Sedikitnya 50 persen dari biaya pengolahan air limbah dapat tersedot untuk mengatasi limbah endapan lumpur yang terjadi. Akibatnya, kebanyakan di Indonesia limbah endapan lumpur ini biasanya langsung dibuang ke sungai atau ditimbun di TPA (tempat pembuangan akhir) bersama dengan sampah lainnya. Daur ulang limbah
Pada tahun 1994 dalam sebuah jurnal international water science technology, Hidenari yasui dari Kurita Co, Jepang, memperkenalkan sebuah proses inovasi pengolahan air limbah dengan mereduksi jumlah endapan lumpur yang dihasilkan dari proses pengolahan lumpur aktif. Proses inovasi tersebut kemudian dikenal dengan proses pengolahan air limbah emisi zero (zero emission). Hidenari yasui berhasil mereduksi hampir 100 persen dari limbah endapan lumpur dengan menerapkan teknologi ozon pada proses pengolahan air limbah lumpur aktif.

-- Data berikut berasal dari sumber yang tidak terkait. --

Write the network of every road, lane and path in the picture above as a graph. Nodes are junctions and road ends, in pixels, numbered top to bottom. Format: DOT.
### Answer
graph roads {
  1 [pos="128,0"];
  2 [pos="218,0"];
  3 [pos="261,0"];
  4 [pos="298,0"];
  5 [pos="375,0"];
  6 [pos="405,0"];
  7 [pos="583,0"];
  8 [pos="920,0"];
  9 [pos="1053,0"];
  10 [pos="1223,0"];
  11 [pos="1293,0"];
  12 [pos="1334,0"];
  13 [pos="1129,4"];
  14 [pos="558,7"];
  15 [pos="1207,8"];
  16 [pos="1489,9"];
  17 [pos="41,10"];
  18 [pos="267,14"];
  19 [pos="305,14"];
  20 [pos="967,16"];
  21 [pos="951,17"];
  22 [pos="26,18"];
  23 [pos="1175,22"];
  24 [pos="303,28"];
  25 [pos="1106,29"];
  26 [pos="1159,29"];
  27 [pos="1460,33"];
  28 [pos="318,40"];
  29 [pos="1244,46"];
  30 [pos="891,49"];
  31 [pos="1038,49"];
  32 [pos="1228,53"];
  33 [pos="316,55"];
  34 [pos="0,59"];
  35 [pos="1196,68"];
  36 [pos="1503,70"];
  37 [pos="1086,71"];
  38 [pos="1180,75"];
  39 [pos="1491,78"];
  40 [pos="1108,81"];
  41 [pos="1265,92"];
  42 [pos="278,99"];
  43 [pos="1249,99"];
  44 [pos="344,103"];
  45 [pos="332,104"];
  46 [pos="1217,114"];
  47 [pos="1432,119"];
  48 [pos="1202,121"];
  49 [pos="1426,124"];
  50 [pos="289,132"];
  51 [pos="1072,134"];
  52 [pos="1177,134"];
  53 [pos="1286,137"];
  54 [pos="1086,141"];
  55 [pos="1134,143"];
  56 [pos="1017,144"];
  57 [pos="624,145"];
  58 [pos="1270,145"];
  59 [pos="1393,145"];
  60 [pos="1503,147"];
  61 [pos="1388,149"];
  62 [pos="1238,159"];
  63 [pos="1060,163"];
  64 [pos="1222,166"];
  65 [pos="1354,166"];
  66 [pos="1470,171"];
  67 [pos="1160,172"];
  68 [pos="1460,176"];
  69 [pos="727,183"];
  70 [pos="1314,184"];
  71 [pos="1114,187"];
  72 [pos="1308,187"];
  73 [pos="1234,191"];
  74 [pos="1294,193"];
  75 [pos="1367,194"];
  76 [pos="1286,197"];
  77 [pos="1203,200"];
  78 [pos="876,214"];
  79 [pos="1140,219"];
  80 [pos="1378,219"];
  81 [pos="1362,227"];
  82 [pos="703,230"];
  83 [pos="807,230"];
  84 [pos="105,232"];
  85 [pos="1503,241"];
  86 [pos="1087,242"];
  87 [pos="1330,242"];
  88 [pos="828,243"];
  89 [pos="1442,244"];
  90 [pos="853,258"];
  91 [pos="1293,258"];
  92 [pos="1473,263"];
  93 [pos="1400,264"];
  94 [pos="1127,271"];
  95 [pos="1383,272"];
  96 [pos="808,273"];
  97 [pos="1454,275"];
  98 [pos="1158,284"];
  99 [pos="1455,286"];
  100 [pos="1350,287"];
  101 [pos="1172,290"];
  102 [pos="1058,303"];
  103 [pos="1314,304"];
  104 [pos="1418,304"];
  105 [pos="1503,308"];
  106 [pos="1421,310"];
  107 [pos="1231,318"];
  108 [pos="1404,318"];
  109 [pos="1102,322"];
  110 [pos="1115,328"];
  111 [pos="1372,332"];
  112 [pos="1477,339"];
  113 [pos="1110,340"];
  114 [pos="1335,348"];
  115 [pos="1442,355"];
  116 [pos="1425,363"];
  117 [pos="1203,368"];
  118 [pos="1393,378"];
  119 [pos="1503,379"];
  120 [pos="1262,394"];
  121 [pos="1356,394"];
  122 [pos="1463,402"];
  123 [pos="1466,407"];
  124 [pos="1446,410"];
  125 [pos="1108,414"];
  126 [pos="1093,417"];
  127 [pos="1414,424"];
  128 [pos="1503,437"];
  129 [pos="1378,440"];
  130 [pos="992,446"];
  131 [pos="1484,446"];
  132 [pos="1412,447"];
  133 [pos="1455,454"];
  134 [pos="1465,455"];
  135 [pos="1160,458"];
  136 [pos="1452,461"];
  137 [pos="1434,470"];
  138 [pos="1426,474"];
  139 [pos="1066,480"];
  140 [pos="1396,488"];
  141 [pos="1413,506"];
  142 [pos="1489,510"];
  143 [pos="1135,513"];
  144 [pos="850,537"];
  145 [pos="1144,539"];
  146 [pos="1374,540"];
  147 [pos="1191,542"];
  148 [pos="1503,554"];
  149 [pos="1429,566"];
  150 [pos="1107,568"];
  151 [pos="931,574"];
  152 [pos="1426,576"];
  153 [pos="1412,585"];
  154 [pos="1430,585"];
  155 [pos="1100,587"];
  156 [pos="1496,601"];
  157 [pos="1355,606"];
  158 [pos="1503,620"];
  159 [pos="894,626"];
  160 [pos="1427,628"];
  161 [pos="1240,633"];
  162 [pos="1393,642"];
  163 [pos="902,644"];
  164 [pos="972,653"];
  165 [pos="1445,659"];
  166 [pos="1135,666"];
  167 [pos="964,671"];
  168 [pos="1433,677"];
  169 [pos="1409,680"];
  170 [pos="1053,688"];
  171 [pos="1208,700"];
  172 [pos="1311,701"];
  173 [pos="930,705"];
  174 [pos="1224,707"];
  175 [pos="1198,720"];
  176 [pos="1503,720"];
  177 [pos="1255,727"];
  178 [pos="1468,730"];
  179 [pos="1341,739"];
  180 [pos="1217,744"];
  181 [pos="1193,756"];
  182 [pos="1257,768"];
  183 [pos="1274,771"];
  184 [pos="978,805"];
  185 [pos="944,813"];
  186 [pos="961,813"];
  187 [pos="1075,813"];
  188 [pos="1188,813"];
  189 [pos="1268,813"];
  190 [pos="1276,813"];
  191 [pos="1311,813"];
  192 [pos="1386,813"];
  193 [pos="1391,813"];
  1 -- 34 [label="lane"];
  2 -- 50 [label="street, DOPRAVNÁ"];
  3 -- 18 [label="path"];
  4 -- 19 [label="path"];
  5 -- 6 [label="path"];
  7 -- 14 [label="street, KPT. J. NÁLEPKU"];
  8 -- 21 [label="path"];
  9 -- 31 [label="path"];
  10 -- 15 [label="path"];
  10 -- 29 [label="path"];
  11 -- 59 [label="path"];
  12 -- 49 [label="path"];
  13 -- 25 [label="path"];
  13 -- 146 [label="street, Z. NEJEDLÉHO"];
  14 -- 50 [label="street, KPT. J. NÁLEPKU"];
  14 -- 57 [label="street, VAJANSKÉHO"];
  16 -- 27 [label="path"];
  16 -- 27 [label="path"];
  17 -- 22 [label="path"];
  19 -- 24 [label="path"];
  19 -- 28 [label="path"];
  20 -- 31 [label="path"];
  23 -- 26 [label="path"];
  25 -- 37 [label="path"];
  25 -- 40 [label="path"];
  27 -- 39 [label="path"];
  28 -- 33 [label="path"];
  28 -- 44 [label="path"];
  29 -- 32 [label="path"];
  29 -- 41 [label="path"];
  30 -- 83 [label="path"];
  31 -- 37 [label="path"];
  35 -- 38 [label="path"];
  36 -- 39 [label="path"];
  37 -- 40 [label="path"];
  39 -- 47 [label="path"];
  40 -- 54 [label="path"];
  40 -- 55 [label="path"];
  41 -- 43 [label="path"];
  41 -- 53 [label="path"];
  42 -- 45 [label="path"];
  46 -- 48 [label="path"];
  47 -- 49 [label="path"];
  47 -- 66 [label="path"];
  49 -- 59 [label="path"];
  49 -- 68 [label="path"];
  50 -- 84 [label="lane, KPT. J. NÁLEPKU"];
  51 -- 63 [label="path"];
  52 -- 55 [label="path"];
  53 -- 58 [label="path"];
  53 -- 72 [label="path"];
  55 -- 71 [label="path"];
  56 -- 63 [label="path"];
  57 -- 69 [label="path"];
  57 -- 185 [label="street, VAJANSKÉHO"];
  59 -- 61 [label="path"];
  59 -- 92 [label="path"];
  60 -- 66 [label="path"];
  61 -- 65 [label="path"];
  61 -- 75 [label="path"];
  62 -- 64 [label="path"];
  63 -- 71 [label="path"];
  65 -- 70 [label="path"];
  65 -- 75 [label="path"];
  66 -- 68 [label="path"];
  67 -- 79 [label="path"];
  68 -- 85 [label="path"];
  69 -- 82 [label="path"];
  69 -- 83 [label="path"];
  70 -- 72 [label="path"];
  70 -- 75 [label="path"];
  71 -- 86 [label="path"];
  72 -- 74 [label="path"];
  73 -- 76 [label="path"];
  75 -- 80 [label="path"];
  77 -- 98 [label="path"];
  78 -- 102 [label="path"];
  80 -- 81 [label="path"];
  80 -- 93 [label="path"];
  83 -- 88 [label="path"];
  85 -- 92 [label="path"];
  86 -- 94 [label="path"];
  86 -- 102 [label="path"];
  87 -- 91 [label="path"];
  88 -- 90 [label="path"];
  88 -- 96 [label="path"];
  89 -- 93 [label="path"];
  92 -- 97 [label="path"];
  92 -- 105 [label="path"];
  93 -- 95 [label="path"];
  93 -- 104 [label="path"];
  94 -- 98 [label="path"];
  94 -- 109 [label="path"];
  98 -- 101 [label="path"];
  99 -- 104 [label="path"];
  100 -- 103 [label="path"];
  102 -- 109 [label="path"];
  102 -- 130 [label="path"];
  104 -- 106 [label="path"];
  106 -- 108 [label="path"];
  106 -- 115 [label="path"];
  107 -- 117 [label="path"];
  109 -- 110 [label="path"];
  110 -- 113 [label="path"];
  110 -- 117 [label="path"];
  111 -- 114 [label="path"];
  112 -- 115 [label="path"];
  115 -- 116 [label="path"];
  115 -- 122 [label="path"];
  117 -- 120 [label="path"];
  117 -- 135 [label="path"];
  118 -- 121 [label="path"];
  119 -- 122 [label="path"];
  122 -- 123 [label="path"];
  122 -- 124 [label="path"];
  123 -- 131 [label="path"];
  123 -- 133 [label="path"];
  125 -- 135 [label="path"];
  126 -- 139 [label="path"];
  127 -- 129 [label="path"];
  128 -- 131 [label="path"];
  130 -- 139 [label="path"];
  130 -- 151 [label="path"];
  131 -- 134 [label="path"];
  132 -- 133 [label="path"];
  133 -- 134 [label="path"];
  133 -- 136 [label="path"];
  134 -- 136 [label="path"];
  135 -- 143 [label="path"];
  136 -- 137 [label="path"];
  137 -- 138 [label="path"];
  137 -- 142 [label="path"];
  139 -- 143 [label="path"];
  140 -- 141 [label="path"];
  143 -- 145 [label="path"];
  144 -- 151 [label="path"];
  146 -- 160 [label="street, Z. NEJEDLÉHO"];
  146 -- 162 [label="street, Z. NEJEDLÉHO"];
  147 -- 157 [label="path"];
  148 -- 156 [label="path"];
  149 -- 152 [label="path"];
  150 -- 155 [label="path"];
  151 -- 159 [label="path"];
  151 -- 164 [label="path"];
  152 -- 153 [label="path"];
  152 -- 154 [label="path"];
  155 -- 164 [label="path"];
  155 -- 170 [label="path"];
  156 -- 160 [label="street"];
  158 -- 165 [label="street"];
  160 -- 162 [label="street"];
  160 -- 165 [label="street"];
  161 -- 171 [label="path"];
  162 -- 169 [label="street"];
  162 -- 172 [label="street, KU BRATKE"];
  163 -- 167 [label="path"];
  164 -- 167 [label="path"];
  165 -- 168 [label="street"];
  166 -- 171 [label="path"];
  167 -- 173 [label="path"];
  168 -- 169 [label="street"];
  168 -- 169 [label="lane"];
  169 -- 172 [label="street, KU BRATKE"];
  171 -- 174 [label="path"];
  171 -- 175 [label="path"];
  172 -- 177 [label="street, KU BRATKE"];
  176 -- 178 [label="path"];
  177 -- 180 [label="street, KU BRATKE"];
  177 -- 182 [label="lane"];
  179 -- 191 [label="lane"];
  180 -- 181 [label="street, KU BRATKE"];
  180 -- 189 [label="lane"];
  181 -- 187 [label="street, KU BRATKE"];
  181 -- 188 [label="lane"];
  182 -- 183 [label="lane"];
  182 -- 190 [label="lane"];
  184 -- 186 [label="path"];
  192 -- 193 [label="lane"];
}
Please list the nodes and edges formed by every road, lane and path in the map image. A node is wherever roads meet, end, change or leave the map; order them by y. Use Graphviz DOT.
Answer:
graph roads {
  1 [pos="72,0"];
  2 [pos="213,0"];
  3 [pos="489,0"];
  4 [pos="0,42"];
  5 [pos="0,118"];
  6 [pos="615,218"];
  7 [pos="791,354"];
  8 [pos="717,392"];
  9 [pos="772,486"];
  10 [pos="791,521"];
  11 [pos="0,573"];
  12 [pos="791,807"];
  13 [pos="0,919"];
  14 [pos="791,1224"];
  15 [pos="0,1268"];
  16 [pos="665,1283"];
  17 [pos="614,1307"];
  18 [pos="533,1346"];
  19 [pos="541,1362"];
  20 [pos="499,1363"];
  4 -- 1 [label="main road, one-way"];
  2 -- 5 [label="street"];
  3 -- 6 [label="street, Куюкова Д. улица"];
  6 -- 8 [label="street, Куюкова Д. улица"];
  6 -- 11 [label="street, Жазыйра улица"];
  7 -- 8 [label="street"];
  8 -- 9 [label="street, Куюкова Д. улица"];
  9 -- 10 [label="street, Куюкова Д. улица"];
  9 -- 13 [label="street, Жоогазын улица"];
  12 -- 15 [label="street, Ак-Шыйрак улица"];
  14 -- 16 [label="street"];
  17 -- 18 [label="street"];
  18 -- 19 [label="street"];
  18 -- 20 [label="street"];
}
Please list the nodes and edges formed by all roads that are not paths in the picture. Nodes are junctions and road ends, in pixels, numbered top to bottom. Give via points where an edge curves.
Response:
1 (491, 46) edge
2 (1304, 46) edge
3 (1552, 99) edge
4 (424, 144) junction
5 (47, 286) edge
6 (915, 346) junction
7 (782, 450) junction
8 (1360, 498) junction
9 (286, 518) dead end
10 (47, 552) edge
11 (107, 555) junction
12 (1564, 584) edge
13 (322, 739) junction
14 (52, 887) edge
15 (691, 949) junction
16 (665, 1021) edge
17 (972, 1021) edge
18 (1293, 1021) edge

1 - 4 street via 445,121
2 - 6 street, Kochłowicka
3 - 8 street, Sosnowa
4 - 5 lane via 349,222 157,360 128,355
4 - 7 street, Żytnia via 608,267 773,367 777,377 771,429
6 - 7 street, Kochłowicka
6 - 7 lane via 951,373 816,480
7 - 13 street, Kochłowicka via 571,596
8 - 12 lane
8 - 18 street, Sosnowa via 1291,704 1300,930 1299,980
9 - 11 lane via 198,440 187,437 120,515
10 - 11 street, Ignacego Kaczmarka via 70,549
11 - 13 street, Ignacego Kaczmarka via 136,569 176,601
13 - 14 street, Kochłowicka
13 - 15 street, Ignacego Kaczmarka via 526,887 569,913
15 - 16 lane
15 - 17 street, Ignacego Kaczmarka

Pada sistem ini sebagian endapan lumpur diambil untuk melalui proses ozonisasi dalam chamber ozon proses. Selanjutnya endapan lumpur tadi dikembalikan pada chamber lumpur aktif. Melalui proses ozonisasi endapan lumpur tadi menjadi material yang mudah untuk diuraikan dan direduksi oleh mikroorganisme. Dalam chamber lumpur aktif bersamaan dengan proses penguraian air limbah material oleh mikroorganisme, terjadi pula proses penguraian endapan lumpur hasil proses tersebut, sehingga tercipta sistem praktis pengolahan air limbah.